Excerpts from a dataset

◆ ◆ ◆

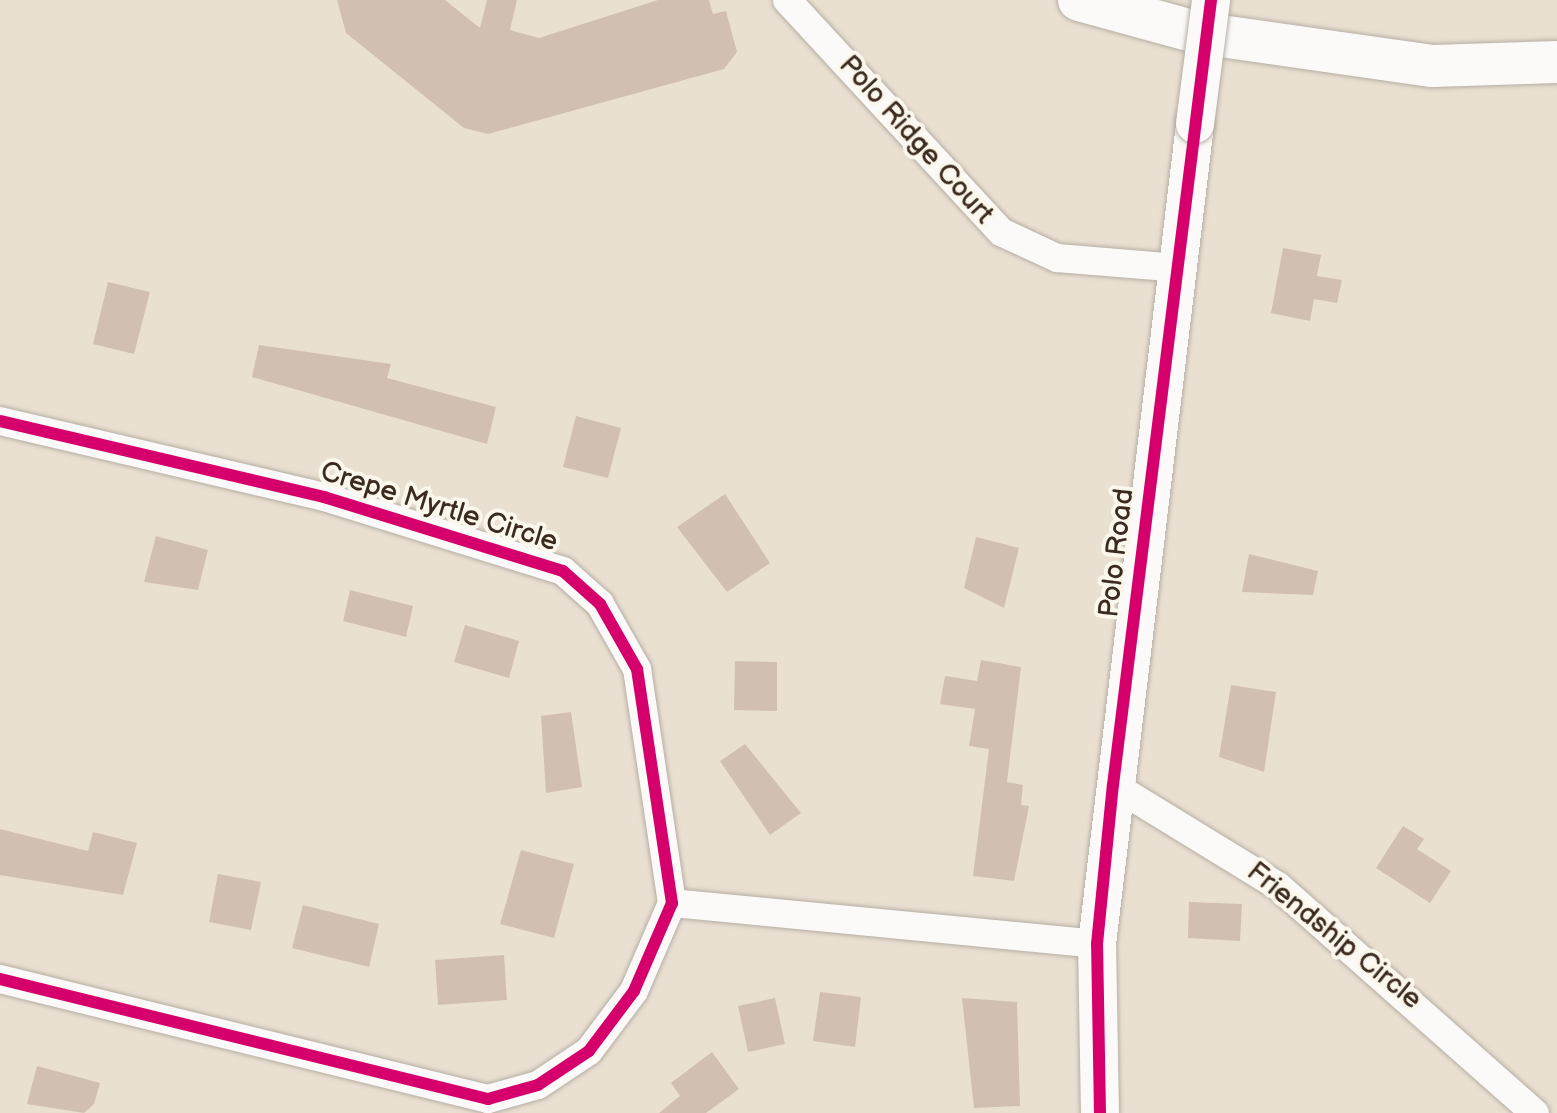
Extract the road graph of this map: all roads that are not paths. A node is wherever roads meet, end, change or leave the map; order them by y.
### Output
1 (787, 0) edge
2 (1079, 0) edge
3 (1211, 0) edge
4 (1557, 62) edge
5 (1178, 268) junction
6 (0, 422) edge
7 (1113, 785) junction
8 (672, 903) junction
9 (1097, 944) junction
10 (0, 979) edge
11 (1100, 1113) edge
12 (1534, 1113) edge

1 - 5 street, Polo Ridge Court
2 - 4 main road
3 - 5 main road, Polo Road, bridge
5 - 7 main road, Polo Road
6 - 8 street, Crepe Myrtle Circle
7 - 9 main road, Polo Road
7 - 12 street, Friendship Circle
8 - 9 street
8 - 10 street
9 - 11 main road, Polo Road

◆ ◆ ◆

> [Problem] Please print each entry exactly as it stands, without the pictures.

> [Answer to this exercise]
Extract the road graph of this map: all roads that are not paths. A node is wherever roads meet, end, change or leave the map; order them by y.
### Output
1 (787, 0) edge
2 (1079, 0) edge
3 (1211, 0) edge
4 (1557, 62) edge
5 (1178, 268) junction
6 (0, 422) edge
7 (1113, 785) junction
8 (672, 903) junction
9 (1097, 944) junction
10 (0, 979) edge
11 (1100, 1113) edge
12 (1534, 1113) edge

1 - 5 street, Polo Ridge Court
2 - 4 main road
3 - 5 main road, Polo Road, bridge
5 - 7 main road, Polo Road
6 - 8 street, Crepe Myrtle Circle
7 - 9 main road, Polo Road
7 - 12 street, Friendship Circle
8 - 9 street
8 - 10 street
9 - 11 main road, Polo Road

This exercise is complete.